犬は以前のように飼い主に飛びかかることも、他の犬に寄っていくことも、甘噛みすることも少なくなり、散歩中に引っ張る力も弱くなってきた。年なんだなあと感じる。
私にとって犬と暮らした期間はあっという間だった。でも犬にとってはきっと長い年月だっただろう。子供の頃に出会えていたら、同じ速度で季節を歩めたのだろうかと考える。もしもなんてないまま、お別れの日も近づいてくる。

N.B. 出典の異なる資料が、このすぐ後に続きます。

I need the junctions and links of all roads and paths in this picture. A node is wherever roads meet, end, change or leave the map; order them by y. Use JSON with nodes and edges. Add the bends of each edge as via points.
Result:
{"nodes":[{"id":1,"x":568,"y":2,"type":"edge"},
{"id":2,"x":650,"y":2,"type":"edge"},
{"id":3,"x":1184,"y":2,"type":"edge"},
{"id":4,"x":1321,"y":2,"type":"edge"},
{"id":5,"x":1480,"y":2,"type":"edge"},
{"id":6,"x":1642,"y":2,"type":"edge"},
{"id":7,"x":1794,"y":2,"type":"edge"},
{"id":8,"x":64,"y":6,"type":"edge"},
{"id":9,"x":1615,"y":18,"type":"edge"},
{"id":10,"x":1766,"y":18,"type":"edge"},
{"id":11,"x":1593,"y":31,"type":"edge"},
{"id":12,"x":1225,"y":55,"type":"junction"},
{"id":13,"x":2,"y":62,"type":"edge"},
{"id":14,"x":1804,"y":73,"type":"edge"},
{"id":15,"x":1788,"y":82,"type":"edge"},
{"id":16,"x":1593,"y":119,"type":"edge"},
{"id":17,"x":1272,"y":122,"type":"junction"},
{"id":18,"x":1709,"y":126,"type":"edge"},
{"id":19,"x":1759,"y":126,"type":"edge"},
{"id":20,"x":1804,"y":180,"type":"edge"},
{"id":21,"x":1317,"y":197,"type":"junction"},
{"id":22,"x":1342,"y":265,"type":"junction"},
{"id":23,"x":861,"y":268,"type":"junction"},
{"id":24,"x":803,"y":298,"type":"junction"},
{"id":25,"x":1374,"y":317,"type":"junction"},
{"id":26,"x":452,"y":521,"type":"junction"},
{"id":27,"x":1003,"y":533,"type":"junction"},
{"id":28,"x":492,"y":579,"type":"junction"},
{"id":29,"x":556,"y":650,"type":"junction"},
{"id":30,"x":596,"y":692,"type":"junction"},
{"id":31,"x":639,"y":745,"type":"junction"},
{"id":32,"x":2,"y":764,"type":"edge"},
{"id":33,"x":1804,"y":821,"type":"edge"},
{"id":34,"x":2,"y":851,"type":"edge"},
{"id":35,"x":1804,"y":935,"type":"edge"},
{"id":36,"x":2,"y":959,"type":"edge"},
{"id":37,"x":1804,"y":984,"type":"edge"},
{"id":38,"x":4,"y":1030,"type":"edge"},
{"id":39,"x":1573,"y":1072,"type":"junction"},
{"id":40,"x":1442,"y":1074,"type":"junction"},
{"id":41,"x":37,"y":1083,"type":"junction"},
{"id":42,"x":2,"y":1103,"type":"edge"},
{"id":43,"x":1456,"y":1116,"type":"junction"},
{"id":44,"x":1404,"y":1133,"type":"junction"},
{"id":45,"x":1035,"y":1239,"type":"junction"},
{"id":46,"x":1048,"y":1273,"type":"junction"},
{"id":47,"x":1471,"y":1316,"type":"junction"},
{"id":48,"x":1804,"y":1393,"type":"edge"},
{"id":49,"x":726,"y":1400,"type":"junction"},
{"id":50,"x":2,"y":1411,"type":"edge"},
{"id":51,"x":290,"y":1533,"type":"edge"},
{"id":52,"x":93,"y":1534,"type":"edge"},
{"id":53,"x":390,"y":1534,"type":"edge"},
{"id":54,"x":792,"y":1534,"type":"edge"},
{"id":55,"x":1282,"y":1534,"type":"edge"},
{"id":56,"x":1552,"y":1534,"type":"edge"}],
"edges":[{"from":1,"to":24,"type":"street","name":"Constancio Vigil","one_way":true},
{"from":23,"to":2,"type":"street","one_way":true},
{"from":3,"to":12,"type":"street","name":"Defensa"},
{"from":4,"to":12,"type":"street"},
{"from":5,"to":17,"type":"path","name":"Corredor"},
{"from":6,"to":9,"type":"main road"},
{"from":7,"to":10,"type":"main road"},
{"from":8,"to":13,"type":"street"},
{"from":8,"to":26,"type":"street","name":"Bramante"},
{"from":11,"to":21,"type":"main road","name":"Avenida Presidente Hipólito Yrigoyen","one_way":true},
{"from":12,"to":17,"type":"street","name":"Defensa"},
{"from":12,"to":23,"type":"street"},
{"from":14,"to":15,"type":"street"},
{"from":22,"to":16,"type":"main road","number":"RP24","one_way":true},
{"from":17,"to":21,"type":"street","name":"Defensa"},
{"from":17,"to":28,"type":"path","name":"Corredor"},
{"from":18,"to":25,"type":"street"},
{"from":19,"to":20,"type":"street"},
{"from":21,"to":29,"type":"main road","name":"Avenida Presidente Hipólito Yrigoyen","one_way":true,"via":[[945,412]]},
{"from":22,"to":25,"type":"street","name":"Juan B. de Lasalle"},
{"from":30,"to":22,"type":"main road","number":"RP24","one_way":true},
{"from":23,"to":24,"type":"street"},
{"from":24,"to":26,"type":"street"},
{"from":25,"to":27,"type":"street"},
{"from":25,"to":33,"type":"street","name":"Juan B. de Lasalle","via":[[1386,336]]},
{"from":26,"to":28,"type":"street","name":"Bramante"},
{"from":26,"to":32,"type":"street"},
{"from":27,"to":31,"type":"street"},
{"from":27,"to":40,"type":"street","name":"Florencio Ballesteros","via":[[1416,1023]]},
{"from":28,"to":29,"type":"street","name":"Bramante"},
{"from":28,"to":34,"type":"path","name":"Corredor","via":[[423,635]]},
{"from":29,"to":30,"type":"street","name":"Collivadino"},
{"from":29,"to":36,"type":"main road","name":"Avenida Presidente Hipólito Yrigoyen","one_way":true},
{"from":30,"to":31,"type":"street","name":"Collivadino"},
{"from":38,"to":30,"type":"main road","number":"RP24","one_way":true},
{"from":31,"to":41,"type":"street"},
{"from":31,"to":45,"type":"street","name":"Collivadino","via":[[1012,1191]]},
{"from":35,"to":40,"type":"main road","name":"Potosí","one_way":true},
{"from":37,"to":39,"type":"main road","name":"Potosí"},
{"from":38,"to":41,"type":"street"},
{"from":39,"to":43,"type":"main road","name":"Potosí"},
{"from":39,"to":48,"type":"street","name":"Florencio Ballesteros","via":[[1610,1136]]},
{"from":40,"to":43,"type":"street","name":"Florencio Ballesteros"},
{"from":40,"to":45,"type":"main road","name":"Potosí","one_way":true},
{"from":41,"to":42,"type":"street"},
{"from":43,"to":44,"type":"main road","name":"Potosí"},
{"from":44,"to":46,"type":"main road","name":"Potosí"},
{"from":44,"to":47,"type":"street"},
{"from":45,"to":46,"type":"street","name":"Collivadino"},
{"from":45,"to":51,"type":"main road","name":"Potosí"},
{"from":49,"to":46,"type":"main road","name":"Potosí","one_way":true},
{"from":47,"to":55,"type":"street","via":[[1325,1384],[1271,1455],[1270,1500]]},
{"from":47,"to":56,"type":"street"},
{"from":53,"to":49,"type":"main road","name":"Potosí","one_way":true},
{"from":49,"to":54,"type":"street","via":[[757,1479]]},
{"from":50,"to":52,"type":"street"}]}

……などとしんみり書いてみたが、犬はまだまだ全然元気だ。怪我もせず、病気もせず、立派に生きている。
今週末は実家に帰ろう。父の好きな焼酎と、母の好きな鯛焼きを買って。犬には新しいボール。好きなおやつも持って行こう。そうそう。犬の好きなものを書いておこう。ジャーキー。ミルク味の骨っこ。ちゅーる。バナナ。人間(とくに年配の方)。よその犬。地面を掘ること。海の潮風。しゃかしゃか鳴る落ち葉。小枝がいい感じの植木。晴れの日。春。秋。家族。
そして一番は散歩。
立派な手足でのしのし歩く。
その姿を家族皆が愛している。
母から、「きょうは、あたたかいので、庭で毛を切った」と写真が送られてきた。さっぱりした犬が、春の陽射しに吹かれている。
私や姉や弟が子どもの頃、母に髪を切ってもらった庭で。
今は犬が笑っている。
正確じゃない。理想通りでもない。
それでいいんだ。
だってなによりも愛しい――君がつくってくれた家族のかたち。